EL TEXTO EN el que san Mateo describe su propia vocación, pone en boca de Jesús unas palabras referidas a los fariseos: «Id y aprended lo que significa: “Misericordia quiero y no sacrificios”» (Mt 9,13, cfr. Os 6,6). Aunque para muchos puede haber pasado desapercibida aquella referencia al profeta Oseas, la rectitud del obrar de Cristo era imposible de no ver: pasó haciendo el bien, atendiendo las necesidades de los demás, curando a los enfermos, etc. La atención de Jesús a quienes le rodeaban es una «síntesis de todo el mensaje cristiano: la verdadera religión consiste en el amor a Dios y al prójimo. Esto es lo que da valor al culto y a la práctica de los preceptos»5.
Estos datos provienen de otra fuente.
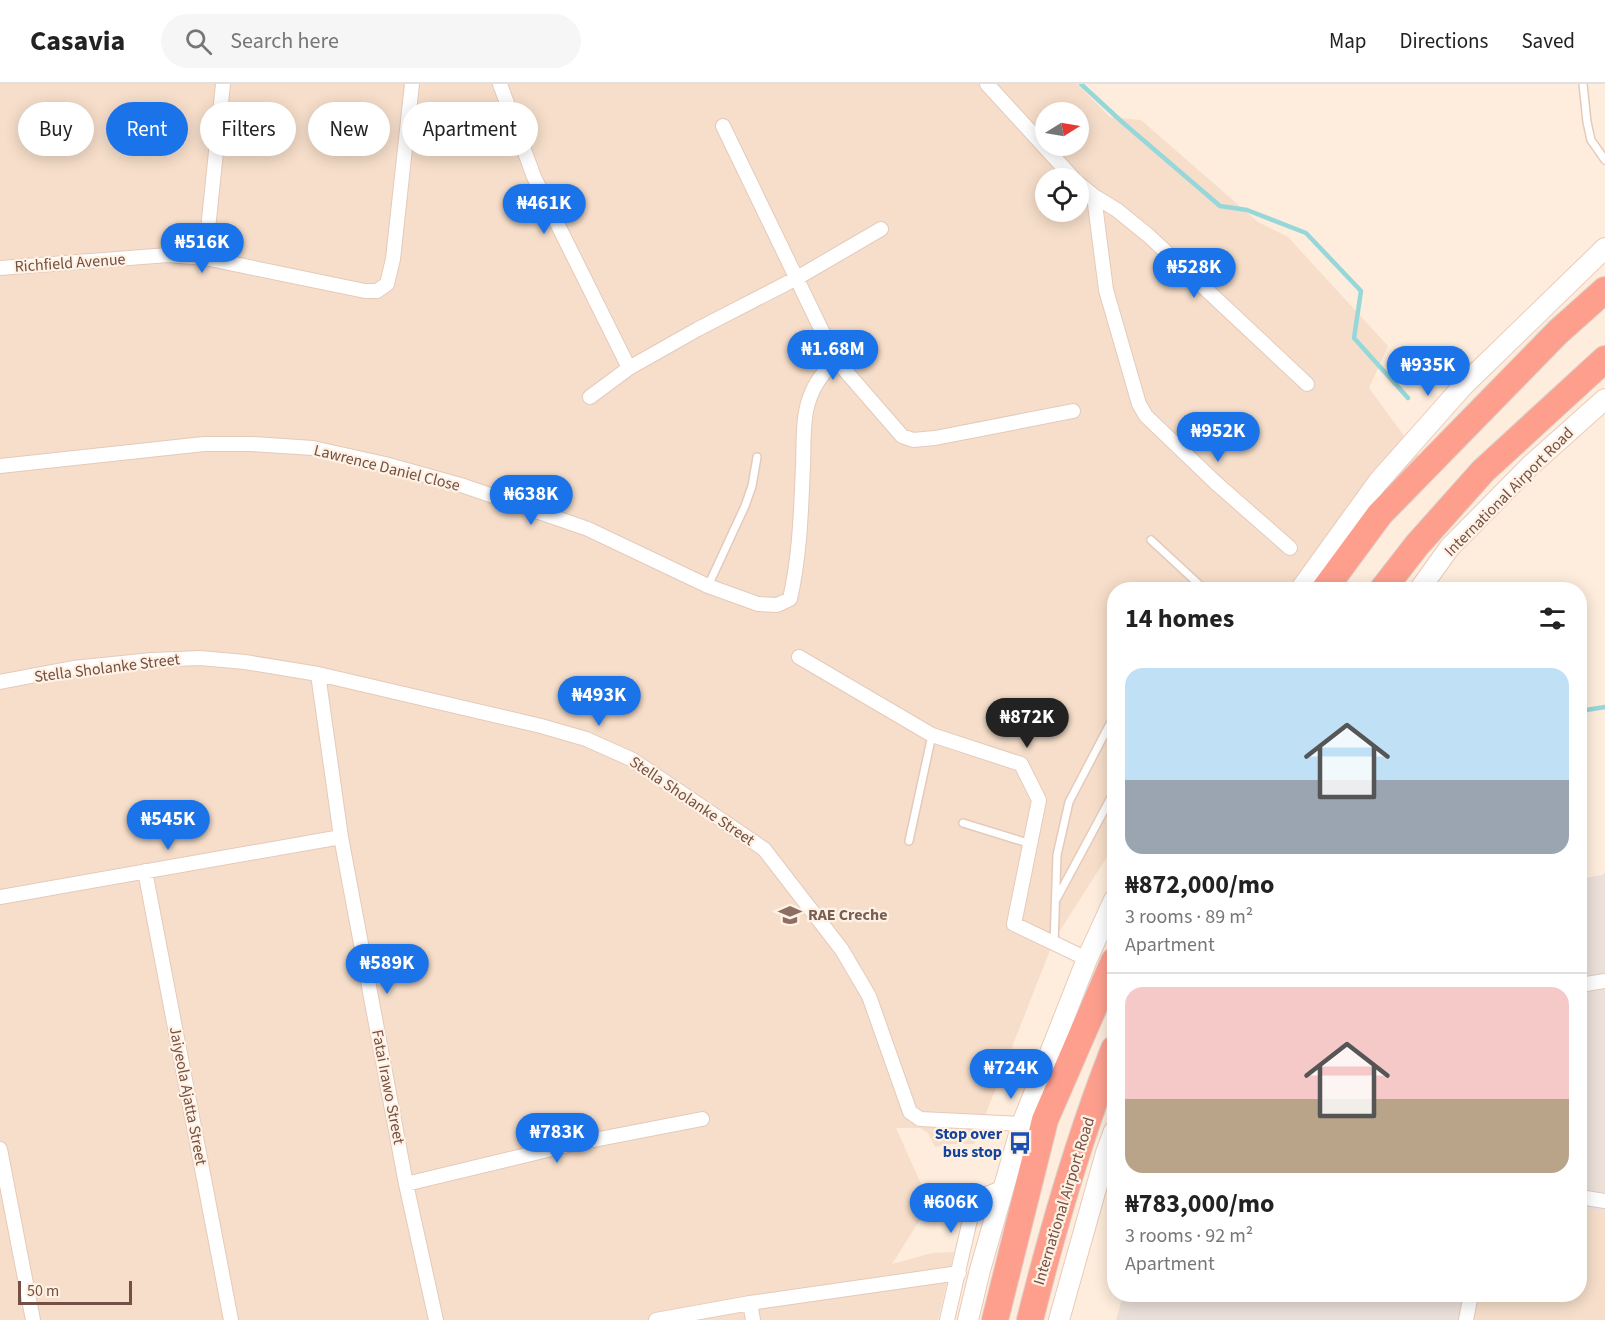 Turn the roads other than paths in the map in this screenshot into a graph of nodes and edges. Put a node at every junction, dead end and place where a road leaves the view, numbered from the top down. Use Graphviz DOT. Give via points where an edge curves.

Una manera de ofrecer limosna durante esta Cuaresma puede ser revisar el amor con que realizamos nuestras obras. Los preceptos del pueblo de Israel tenían la finalidad de encontrar el amor de Dios en tantos detalles de la jornada, pero esa buena intención muchas veces acabó convirtiéndose en el cumplimiento de actos que no alcanzaban su verdadero sentido. Esta Cuaresma puede ser una ocasión de acrecentar el deseo de que Cristo ocupe el centro de nuestra vida. San Josemaría apuntaba en este sentido: «Hemos de decidirnos a seguirlo de verdad: que el Señor pueda servirse de nosotros para que, metidos en todas las encrucijadas del mundo –estando nosotros metidos en Dios–, seamos sal, levadura, luz. Tú, en Dios, para iluminar, para dar sabor, para acrecentar, para fermentar. Pero no me olvides que no creamos nosotros esa luz: únicamente la reflejamos»6. Si presentamos a María nuestras intenciones más profundas, aquellas que quieren convertir nuestro corazón a Dios, ella intercederá ante Dios para que las podamos llevar a cabo.

7 de marzo de 2025

El verdadero ayuno



 Evangelio (Mt 9, 14-15)


Entonces se le acercaron los discípulos de Juan para decirle:


- ¿Por qué nosotros y los fariseos ayunamos con frecuencia y, en cambio, tus discípulos no ayunan?


Jesús les respondió:


- ¿Acaso pueden estar de duelo los amigos del esposo mientras el esposo está con ellos? Ya vendrá el día en que les será arrebatado el esposo; entonces, ya ayunarán.


PARA TU RATO DE ORACION 


«ESCUCHA, SEÑOR, y ten piedad de mí» (Sal 30,11). Con estas palabras de la Antífona de entrada comienza la Misa de hoy. El clamor del salmista por ser escuchado refleja la naturaleza del hombre que acude a Dios para pedir su asistencia. «Señor, Dios mío –continúa diciendo–, clamé a ti y tú me sanaste. Tú, Señor, me levantaste del Abismo y me hiciste revivir (...). Si por la noche se derraman lágrimas, por la mañana renace la alegría» (Sal 30,3-4.6). El salmista describe una experiencia común: Dios que viene en nuestra ayuda cuando le invocamos con humildad. Este tiempo de Cuaresma puede ser una ocasión propicia para traer a nuestra memoria las veces que hemos percibido aquella asistencia de nuestro Señor. Si «hemos conocido y creído el amor que Dios nos tiene» (1 Jn 4,16), recordar aquellos momentos en los que ha acudido a nuestra ayuda será fuerza para el presente y para el futuro.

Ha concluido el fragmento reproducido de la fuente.